RealAntennas Information - KSP-RO/RP-1 GitHub Wiki

Make sure you've skimmed the RealAntennas readme first.

User Manual

  1. To enable the antenna planner, find the "Antenna Planning" button, enable that, then select the "Antenna Planning GUI" button to select what body you want to plan for (relative to Deep Space Network stations on Earth).

  2. Keep an eye on the gain. Higher is better, and means more efficient conversion of electricity into radio waves going towards the target.

  3. The transmit power slider (and resulting Transmitter Power figure in Watts) is how much power you're pumping into radio waves. More power can improve signal strength, but costs more electricity.

  4. The tech level slider should be left at maximum available; this reduces inefficiency (measured as power consumption minus transmitter power). Unfortunately, right now you need to go to the R&D center, right-click on RA tech level upgrades, and purchase them from there, despite the fact that it doesn't seem to deduct any money.

  5. The RF band refers to what frequency of radio waves you're using. There are tradeoffs here. UHF and VHF are present at all ground stations (not just the DSN stations), and cap out at 50 kbps. S, X, and K bands are (currently) only available at Canberra in Australia, Madrid in Spain, and Goldstone in California, but can be substantially more power-efficient, and cap out at 330 kbps, 1360 kbps, and 20000 kbps, respectively.

  6. Don't try VHF/UHF dishes. They just wind up being terrible omnis, inferior to the cheaper, lighter Communotron 16.

  7. Wider-diameter dishes operating at higher-frequency bands (K > X > S) have superior gain at the cost of a narrower transmission cone.

  8. Higher-tech-level antennas can do more rate halvings. Each rate halving lets you extend your range at the cost of bandwidth. This is how New Horizon's X-band dish could have 38 kb/s at Jupiter, but a mere 1 kb/s at Pluto. Note that, at least with Kerbalism, some of the higher-tech experiments can take a long time to transmit back home if you have a low bandwidth, very analogous to how New Horizons took a year to download all its Pluto flyby data back to Earth.

Key Figures:

  1. Gain (in dBi). This describes the efficiency of converting input power into radio waves going in a particular direction. This ranges from about 1.5-3.0 dBi for omnidirectionals. For dishes: operating in higher-frequency bands (S, X, K) and having a larger diameter both improve gain while decreasing beamwidth (angle).

  2. Transmitter power. This depends wholly on the selected "Transmit Power (dBm)" slider, and represents how much signal is actually going into space. Whether another antenna is in theoretical range of you depends on gain, transmitter power, and possibly receiver temperature (currently not implemented).

  3. Power consumption. This is your active power consumption. This linearly scales with transmitter power, and goes down as tech level improves. Power consumption minus transmitter power tells you how much electricity is being wasted by inefficiencies in antenna design.

  4. Idle power consumption is currently not listed, and is currently set to 10% of power consumption. This is overly generous for early antennas, and is liable to go way up in future releases.

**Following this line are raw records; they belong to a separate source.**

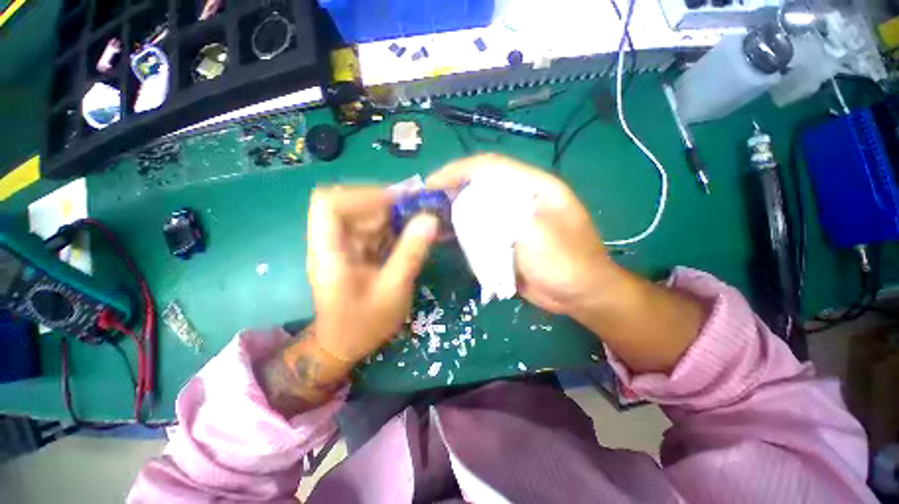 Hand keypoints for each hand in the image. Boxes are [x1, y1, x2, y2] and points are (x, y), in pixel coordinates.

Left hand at [307, 186, 439, 363]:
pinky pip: (372, 230)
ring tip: (418, 219)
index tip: (396, 200)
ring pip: (363, 216)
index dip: (361, 195)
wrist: (345, 345)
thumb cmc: (364, 324)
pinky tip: (411, 234)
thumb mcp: (393, 289)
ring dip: (391, 215)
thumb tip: (430, 220)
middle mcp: (331, 243)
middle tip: (415, 209)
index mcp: (329, 253)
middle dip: (383, 203)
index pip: (329, 205)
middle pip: (349, 205)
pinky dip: (392, 227)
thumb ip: (411, 253)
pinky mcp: (354, 252)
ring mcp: (342, 247)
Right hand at [427, 154, 620, 315]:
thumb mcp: (538, 235)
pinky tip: (447, 235)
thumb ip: (504, 216)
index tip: (432, 183)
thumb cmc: (568, 263)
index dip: (459, 170)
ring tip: (430, 218)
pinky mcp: (506, 237)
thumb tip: (468, 206)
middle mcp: (521, 198)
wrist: (580, 295)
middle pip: (481, 185)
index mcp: (534, 186)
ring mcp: (512, 219)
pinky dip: (462, 229)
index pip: (491, 167)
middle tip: (426, 202)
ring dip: (454, 210)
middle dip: (451, 189)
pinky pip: (480, 228)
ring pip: (478, 207) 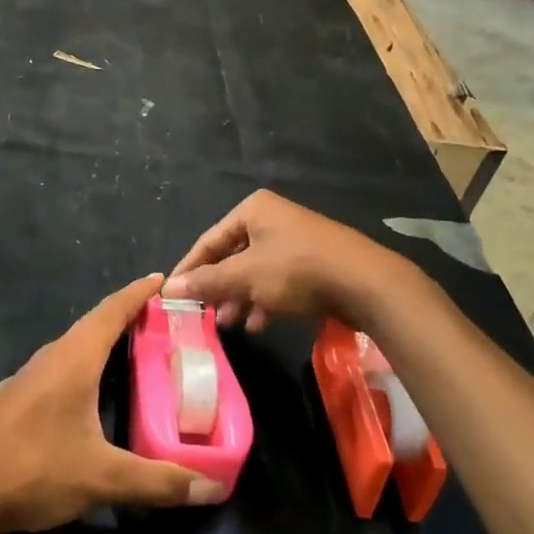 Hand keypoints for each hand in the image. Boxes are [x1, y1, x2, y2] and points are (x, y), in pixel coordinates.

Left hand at [0, 275, 221, 533]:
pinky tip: (93, 395)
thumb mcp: (102, 478)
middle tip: (164, 323)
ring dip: (104, 345)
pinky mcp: (17, 401)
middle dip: (128, 319)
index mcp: (73, 358)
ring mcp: (29, 378)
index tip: (163, 279)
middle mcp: (50, 358)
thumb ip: (157, 482)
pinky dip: (85, 369)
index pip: (111, 311)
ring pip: (74, 349)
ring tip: (136, 355)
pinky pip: (60, 370)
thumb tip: (209, 488)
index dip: (138, 293)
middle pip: (94, 326)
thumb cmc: (33, 469)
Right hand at [164, 190, 392, 330]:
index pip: (209, 240)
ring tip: (229, 323)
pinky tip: (258, 323)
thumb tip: (166, 288)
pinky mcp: (312, 263)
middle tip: (203, 313)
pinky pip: (277, 280)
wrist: (366, 283)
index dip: (189, 269)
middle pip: (232, 255)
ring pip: (255, 270)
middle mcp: (272, 219)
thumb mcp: (246, 276)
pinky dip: (264, 299)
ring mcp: (295, 240)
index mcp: (253, 210)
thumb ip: (207, 282)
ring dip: (240, 297)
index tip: (172, 294)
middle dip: (218, 287)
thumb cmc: (297, 270)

  5. Planning Result: Gives bandwidth in the selected conditions. This is how many bytes of data can be downlinked to a ground station at ideal alignment, and is the same concept as your Internet bandwidth. For Earth, you get to select a planning altitude (in Mm); the Moon is at about 400 Mm. For other planets, you just see a max and min, referring to bandwidth at closest Earth-body approach, and bandwidth at their most distant. This is going to vary most substantially for Mars and Venus.